→ To do
Exact copy, no pictures: repeat the data that follows.
────────
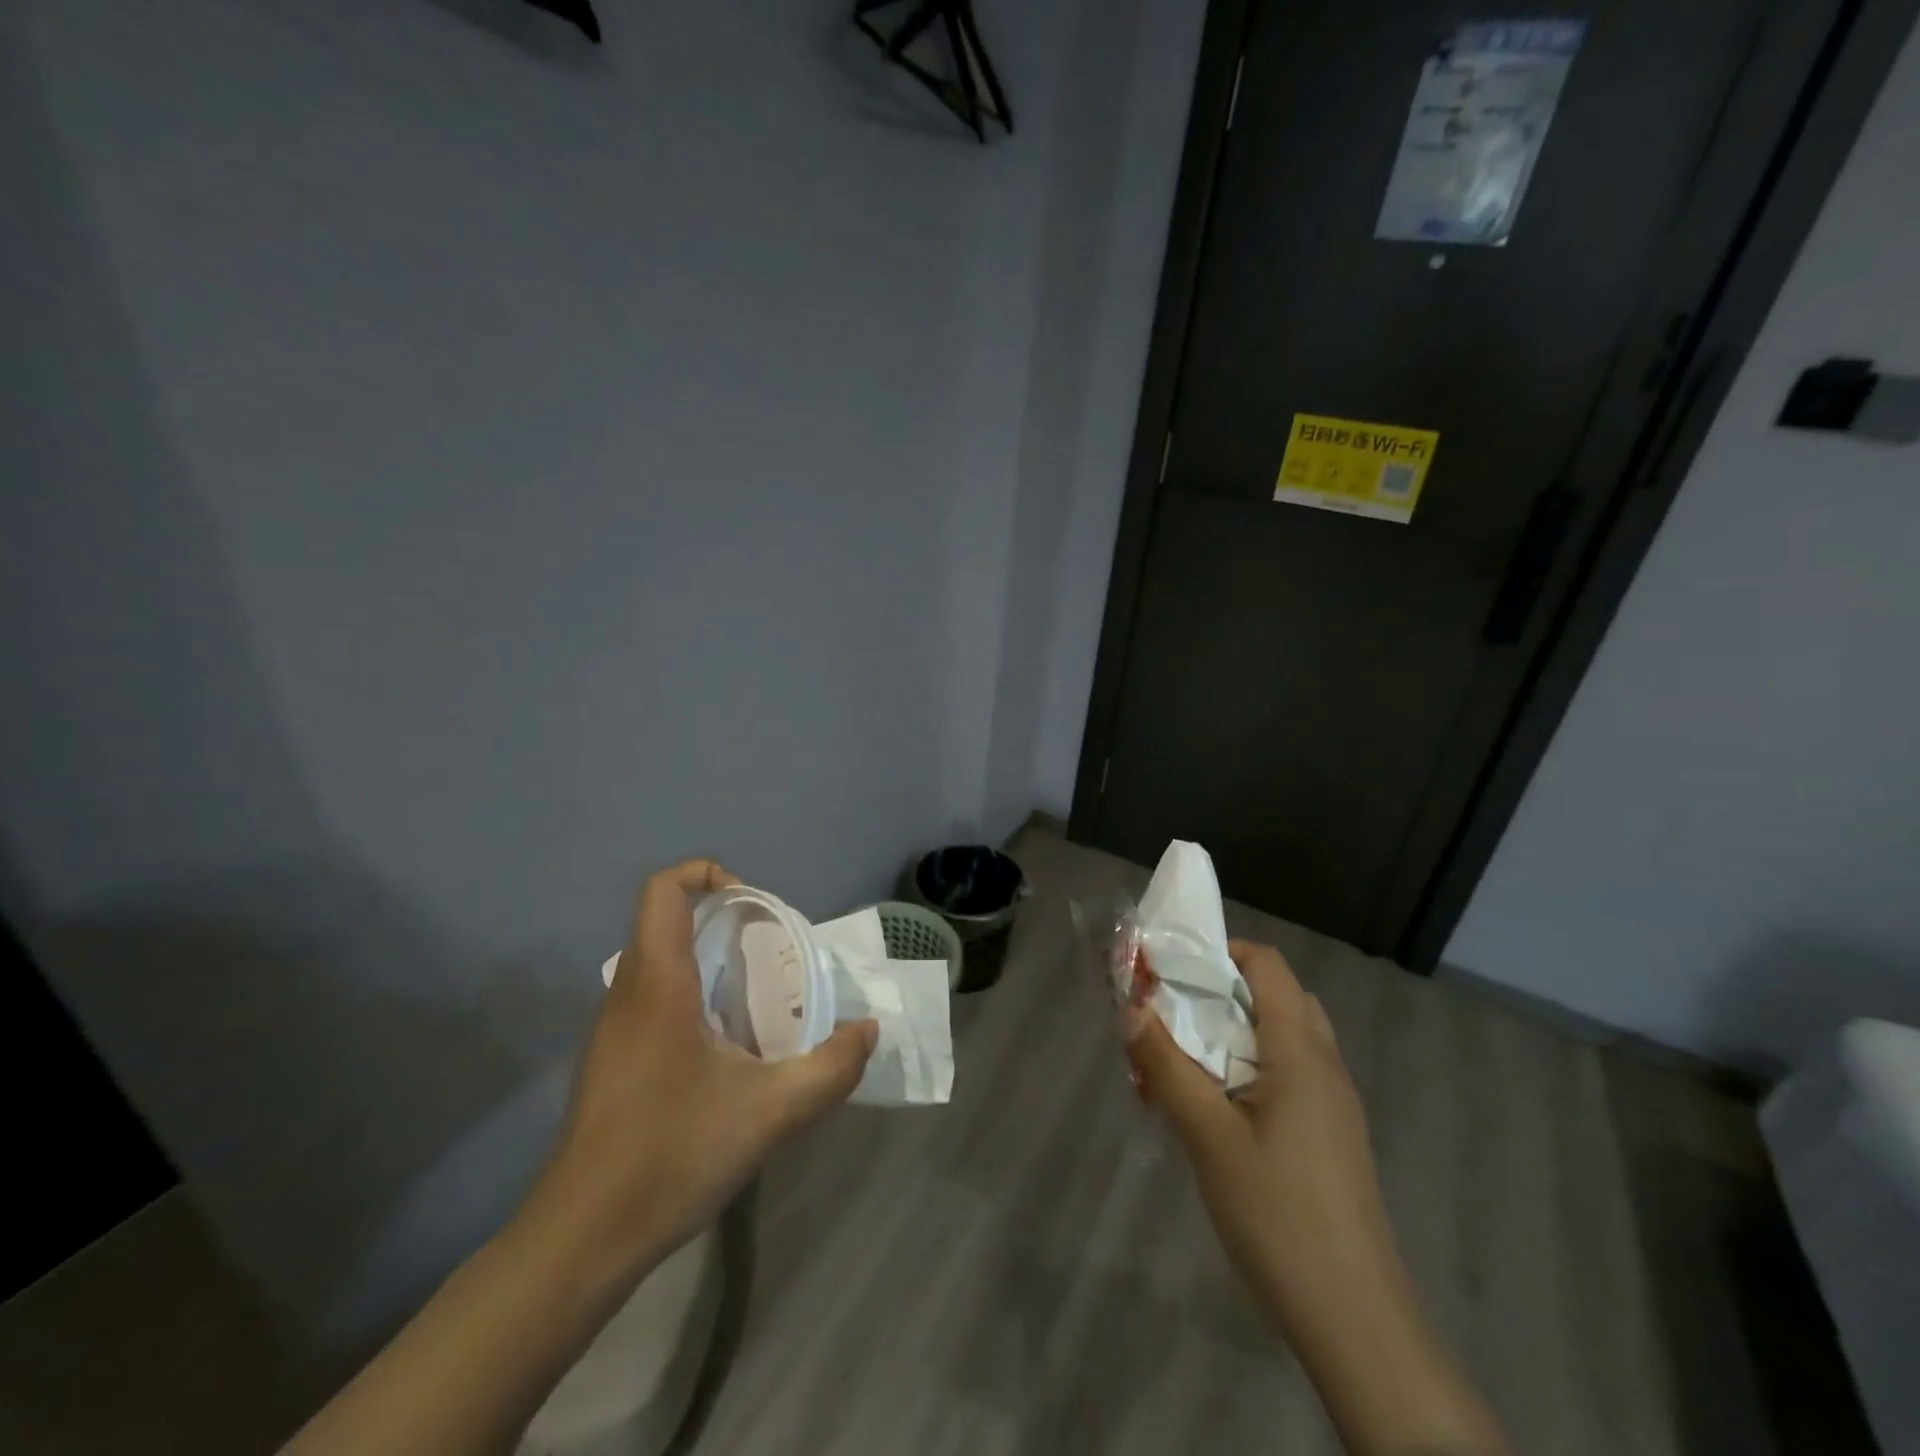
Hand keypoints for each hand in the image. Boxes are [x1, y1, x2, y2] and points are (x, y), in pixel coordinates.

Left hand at [523, 859, 876, 1283]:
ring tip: (755, 998)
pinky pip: (650, 999)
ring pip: (656, 961)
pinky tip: (723, 1049)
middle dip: (720, 918)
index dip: (706, 873)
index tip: (753, 903)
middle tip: (768, 950)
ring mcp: (611, 1029)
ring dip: (706, 959)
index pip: (663, 890)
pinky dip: (690, 996)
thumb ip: (830, 1069)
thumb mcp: (771, 1113)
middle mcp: (627, 993)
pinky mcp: (609, 1060)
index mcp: (658, 984)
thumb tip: (867, 1032)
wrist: (580, 1239)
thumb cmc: (671, 1156)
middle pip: (663, 920)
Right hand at [1127, 940, 1507, 1455]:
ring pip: (1285, 1034)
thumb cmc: (1276, 1212)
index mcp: (1301, 1051)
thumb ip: (1166, 1064)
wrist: (1353, 1314)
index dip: (1220, 951)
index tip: (1172, 967)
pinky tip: (1220, 1105)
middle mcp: (1325, 1063)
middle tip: (1175, 1010)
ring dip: (1237, 1028)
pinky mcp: (1333, 1133)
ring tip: (1190, 1056)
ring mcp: (1335, 1101)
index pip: (1267, 965)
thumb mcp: (1206, 1135)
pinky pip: (1292, 1071)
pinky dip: (1253, 1063)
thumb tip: (1129, 1007)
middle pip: (1278, 994)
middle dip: (1223, 989)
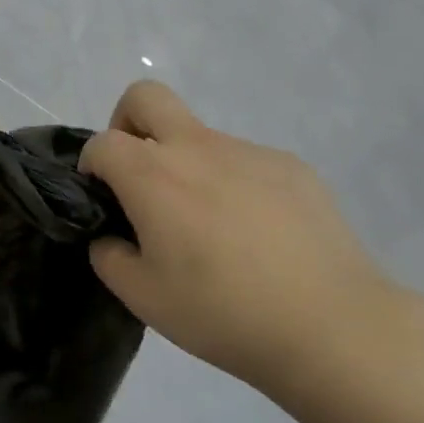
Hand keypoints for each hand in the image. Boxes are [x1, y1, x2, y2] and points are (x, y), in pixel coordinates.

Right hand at [79, 81, 400, 391]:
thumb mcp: (143, 298)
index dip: (91, 166)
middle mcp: (196, 147)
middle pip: (146, 97)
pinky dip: (235, 185)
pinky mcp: (291, 166)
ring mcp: (248, 151)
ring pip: (200, 137)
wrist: (332, 325)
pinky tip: (258, 235)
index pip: (102, 143)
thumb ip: (110, 257)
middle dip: (128, 122)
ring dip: (188, 166)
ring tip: (214, 230)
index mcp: (153, 175)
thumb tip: (112, 237)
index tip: (104, 200)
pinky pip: (245, 162)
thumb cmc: (223, 312)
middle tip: (140, 174)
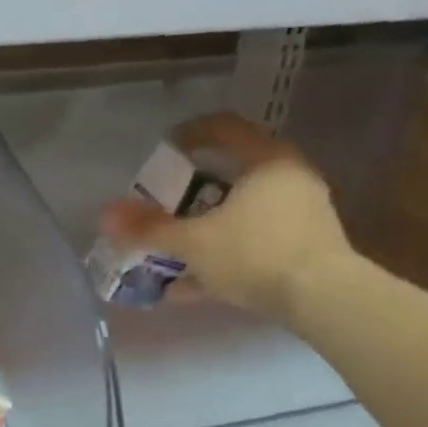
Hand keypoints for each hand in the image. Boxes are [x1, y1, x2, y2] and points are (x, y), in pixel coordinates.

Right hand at [98, 112, 358, 324]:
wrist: (322, 298)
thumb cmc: (255, 254)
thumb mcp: (195, 243)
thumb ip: (150, 229)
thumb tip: (105, 214)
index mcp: (266, 161)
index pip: (224, 128)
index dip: (189, 134)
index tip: (164, 151)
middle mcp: (289, 179)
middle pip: (232, 177)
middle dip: (192, 196)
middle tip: (164, 209)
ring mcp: (300, 216)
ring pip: (241, 218)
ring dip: (205, 234)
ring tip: (172, 256)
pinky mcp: (304, 250)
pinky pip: (254, 247)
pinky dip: (224, 260)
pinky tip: (190, 289)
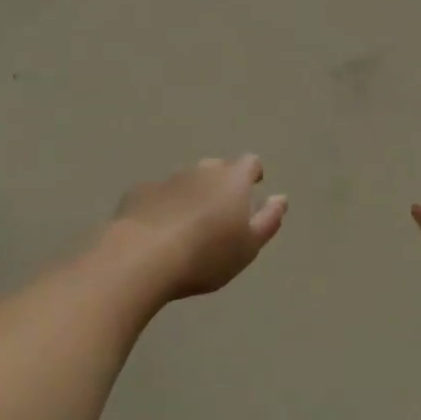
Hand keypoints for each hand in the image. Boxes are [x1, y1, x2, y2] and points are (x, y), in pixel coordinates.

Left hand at [109, 156, 286, 301]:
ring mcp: (168, 179)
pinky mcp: (140, 193)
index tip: (253, 189)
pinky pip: (158, 195)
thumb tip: (280, 198)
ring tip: (189, 226)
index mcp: (232, 179)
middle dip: (221, 184)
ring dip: (191, 195)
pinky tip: (157, 231)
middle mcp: (201, 170)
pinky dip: (163, 206)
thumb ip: (268, 220)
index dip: (252, 174)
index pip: (249, 163)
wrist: (142, 257)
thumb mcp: (248, 246)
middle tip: (221, 213)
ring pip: (186, 181)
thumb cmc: (206, 254)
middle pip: (217, 168)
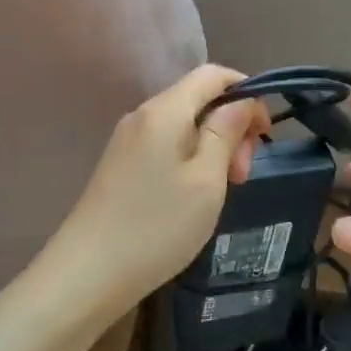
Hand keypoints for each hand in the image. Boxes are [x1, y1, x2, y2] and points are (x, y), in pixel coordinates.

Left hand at [45, 65, 270, 307]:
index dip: (247, 93)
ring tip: (225, 189)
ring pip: (185, 125)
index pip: (213, 75)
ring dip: (214, 147)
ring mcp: (128, 141)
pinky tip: (196, 195)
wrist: (86, 275)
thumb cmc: (156, 226)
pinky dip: (192, 159)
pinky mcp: (121, 165)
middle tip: (243, 174)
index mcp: (165, 110)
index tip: (264, 133)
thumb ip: (226, 132)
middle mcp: (143, 115)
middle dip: (231, 127)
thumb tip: (242, 102)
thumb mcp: (206, 180)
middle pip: (199, 99)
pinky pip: (166, 146)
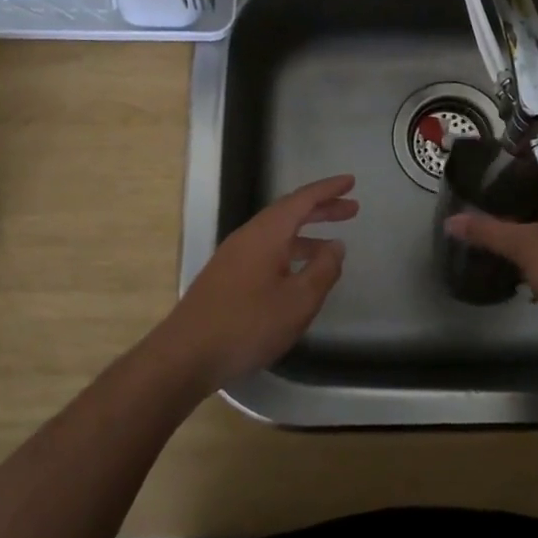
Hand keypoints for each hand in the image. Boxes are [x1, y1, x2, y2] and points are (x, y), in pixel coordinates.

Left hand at [154, 174, 357, 388]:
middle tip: (352, 210)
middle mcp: (248, 236)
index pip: (302, 200)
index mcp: (266, 233)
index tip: (351, 181)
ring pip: (277, 233)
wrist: (185, 355)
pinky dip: (290, 251)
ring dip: (306, 234)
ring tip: (333, 246)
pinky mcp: (226, 276)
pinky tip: (299, 273)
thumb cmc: (247, 325)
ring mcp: (234, 256)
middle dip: (321, 209)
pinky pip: (266, 250)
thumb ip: (323, 271)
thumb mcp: (298, 301)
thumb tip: (336, 246)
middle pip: (288, 212)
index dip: (328, 189)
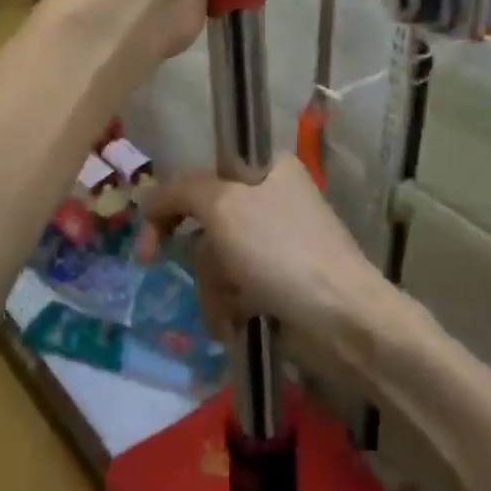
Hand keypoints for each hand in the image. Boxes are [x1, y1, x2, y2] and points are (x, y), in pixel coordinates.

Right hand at [145, 154, 388, 358]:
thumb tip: (147, 197)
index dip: (172, 205)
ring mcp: (276, 244)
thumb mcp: (224, 206)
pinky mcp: (280, 283)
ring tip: (235, 308)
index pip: (203, 176)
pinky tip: (241, 323)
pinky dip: (232, 306)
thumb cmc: (281, 251)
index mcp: (267, 168)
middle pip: (207, 224)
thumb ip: (181, 192)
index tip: (149, 238)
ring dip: (215, 288)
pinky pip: (236, 289)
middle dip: (201, 257)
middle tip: (166, 271)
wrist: (343, 319)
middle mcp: (271, 199)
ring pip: (218, 262)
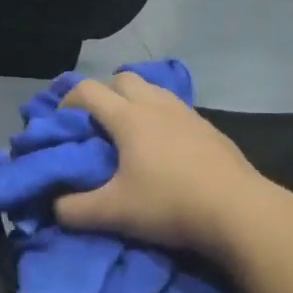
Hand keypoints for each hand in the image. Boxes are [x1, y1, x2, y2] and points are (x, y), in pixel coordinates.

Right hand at [58, 74, 272, 256]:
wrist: (237, 210)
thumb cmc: (169, 204)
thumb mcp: (113, 213)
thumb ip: (75, 210)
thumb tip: (55, 207)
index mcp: (129, 118)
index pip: (88, 91)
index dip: (67, 100)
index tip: (60, 122)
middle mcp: (157, 106)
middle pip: (123, 79)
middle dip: (103, 93)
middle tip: (95, 123)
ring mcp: (187, 114)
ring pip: (153, 90)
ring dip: (134, 101)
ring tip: (128, 131)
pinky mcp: (209, 129)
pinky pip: (176, 108)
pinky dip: (160, 116)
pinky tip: (163, 146)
────────
→ Exercise answer
Hand keypoints for each hand in the image. Boxes are [x1, y1, x2, y2] and points are (x, y), in pixel coordinates.

Left hand at [523, 859, 876, 1283]:
ring tip: (755, 998)
pinky pip: (650, 999)
ring pip: (656, 961)
pinky tip: (723, 1049)
middle dip: (720, 918)
index dip: (706, 873)
index tip: (753, 903)
middle tip: (768, 950)
ring mcp: (611, 1029)
ring dip: (706, 959)
index pip: (663, 890)
pinky dip: (690, 996)
thumb ip: (830, 1069)
thumb mcp: (771, 1113)
middle mcp: (627, 993)
pinky mcp: (609, 1060)
index mcp: (658, 984)
thumb tip: (867, 1032)
wrist: (580, 1239)
thumb cmc: (671, 1156)
middle pip: (663, 920)
Right hand at [1127, 940, 1507, 1455]:
ring pip: (1285, 1034)
thumb cmc: (1276, 1212)
index mcp: (1301, 1051)
thumb ip: (1166, 1064)
wrist: (1353, 1314)
index dip: (1220, 951)
index tip: (1172, 967)
pinky tip: (1220, 1105)
middle mcp: (1325, 1063)
middle tip: (1175, 1010)
ring dip: (1237, 1028)
pinky mcp: (1333, 1133)
ring tip: (1190, 1056)
ring mcp: (1335, 1101)
index pip: (1267, 965)
thumb mcp: (1206, 1135)
pinky pip: (1292, 1071)
pinky dip: (1253, 1063)
thumb tip: (1129, 1007)
middle pip: (1278, 994)
middle dip: (1223, 989)
Hand keypoints for each hand in the image. Boxes are [x1, y1, x2, y2] and points are (x, y), in pixel coordinates.

Right hand at [79, 81, 400, 391]:
thumb mcp: (143, 298)
index dip: (91, 166)
middle mcp: (196, 147)
middle pip: (146, 97)
pinky dip: (235, 185)
pinky mcp: (291, 166)
ring mcp: (248, 151)
ring pip: (200, 137)
wrist: (332, 325)
pinky tip: (258, 235)
index pip: (102, 143)
thumb ip: (110, 257)
middle dip: (128, 122)
ring dip: (188, 166)
ring tip: (214, 230)
index mcp: (153, 175)
thumb tip: (112, 237)
index tip: (104, 200)
pinky pip: (245, 162)
thumb cmc: (223, 312)
middle tip: (140, 174)
Hand keypoints for each hand in the image. Boxes are [x1, y1, x2, y2] and points are (x, y), in pixel coordinates.

Right hand at [98, 112, 358, 324]:
wrist: (322, 298)
thumb cmc: (255, 254)
thumb mcp: (195, 243)
thumb ip: (150, 229)
thumb tip: (105, 214)
index mcp: (266, 161)
index pip: (224, 128)
index dip: (189, 134)
index tip: (164, 151)
middle mcp: (289, 179)
middle pip: (232, 177)
middle dip: (192, 196)
middle tip: (164, 209)
ring mcp: (300, 216)
ring pip: (241, 218)
ring dip: (205, 234)
ring tip: (172, 256)
pinky mcp: (304, 250)
pinky pip: (254, 247)
pinky dip: (224, 260)
pinky tip: (190, 289)
Hand keypoints for each hand in the image. Boxes are [x1, y1, x2, y2] and points are (x, y), in pixel coordinates.

Left hand at [109, 156, 286, 301]:
ring mcp: (168, 179)
pinky mcp: (140, 193)
index tip: (253, 189)
pinky pip: (158, 195)
thumb tip: (280, 198)
ring tip: (189, 226)
index mcp: (232, 179)
middle dip: (221, 184)
ring dip: (191, 195)
pinky tip: (157, 231)
middle mcp: (201, 170)
pinky dip: (163, 206)
thumb ip: (268, 220)
index dip: (252, 174)
index pip: (249, 163)
wrist: (142, 257)
thumb mcp: (248, 246)
middle tip: (221, 213)
ring pip: (186, 181)
thumb cmc: (206, 254)
middle pip: (217, 168)
Hand keypoints for each hand in the image. Boxes are [x1, y1, x2, y2] and points are (x, y), in pixel coordinates.

Left hand at [45, 65, 270, 307]:
index dip: (247, 93)
ring tip: (225, 189)
ring pip: (185, 125)
index pip: (213, 75)
ring dip: (214, 147)
ring mcp: (128, 141)
pinky tip: (196, 195)
wrist: (86, 275)
thumb cmc: (156, 226)
pinky dip: (192, 159)
pinky mcp: (121, 165)
middle tip: (243, 174)
index mcp: (165, 110)
index tip: (264, 133)
thumb ip: (226, 132)
middle mcp: (143, 115)
middle dip: (231, 127)
thumb tip: (242, 102)
thumb mcp: (206, 180)
middle pip: (199, 99)
pinky pip: (166, 146)
Hand keypoints for each hand in the image. Boxes are [x1, y1, x2, y2] and points are (x, y), in pixel coordinates.

Left hand at [154, 174, 357, 388]:
middle tip: (352, 210)
middle mcp: (248, 236)
index pip: (302, 200)
index mcp: (266, 233)
index tip: (351, 181)
ring pip: (277, 233)
wrist: (185, 355)
pinky dip: (290, 251)
ring dip: (306, 234)
ring tip: (333, 246)
pinky mcp: (226, 276)
pinky tip: (299, 273)
thumb cmc: (247, 325)
ring mcp: (234, 256)
middle dip: (321, 209)
pinky pip: (266, 250)
thumb ip: (323, 271)
thumb mcp: (298, 301)
thumb tip: (336, 246)
middle pip: (288, 212)
index dip: (328, 189)
Hand keypoints for each hand in the image. Boxes are [x1, y1, x2, y2] and points are (x, y), in pixel coordinates.

Right hand at [145, 154, 388, 358]:
thumb tip: (147, 197)
index dip: (172, 205)
ring mcp: (276, 244)
thumb mcp: (224, 206)
pinky mcp: (280, 283)
ring tip: (235, 308)
index pip: (203, 176)
pinky tip: (241, 323)
pinky dip: (232, 306)
thumb cmc: (281, 251)
index mcp: (267, 168)
middle pip: (207, 224)
thumb ip: (181, 192)
index tip: (149, 238)
ring dip: (215, 288)
pinky pip: (236, 289)
middle dip: (201, 257)
middle tip: (166, 271)
wrist: (343, 319)
middle mcp: (271, 199)
ring pip: (218, 262)
Hand keypoints for each hand in the image. Boxes are [x1, y1, x2, y2] and points are (x, y), in pixel coordinates.

Right hand at [58, 74, 272, 256]:
wrist: (237, 210)
thumb cmc: (169, 204)
thumb mcp: (113, 213)
thumb ip: (75, 210)
thumb tip: (55, 207)
index mcp: (129, 118)
index pip: (88, 91)
index dip: (67, 100)
index tip: (60, 122)
middle mcp: (157, 106)
middle pip: (123, 79)
middle dip: (103, 93)
middle tip: (95, 123)
ring mcp: (187, 114)
ring pip: (153, 90)
ring dip: (134, 101)
ring tip: (128, 131)
pinky mcp: (209, 129)
pinky pip: (176, 108)
pinky dip: (160, 116)
pinky tip: (163, 146)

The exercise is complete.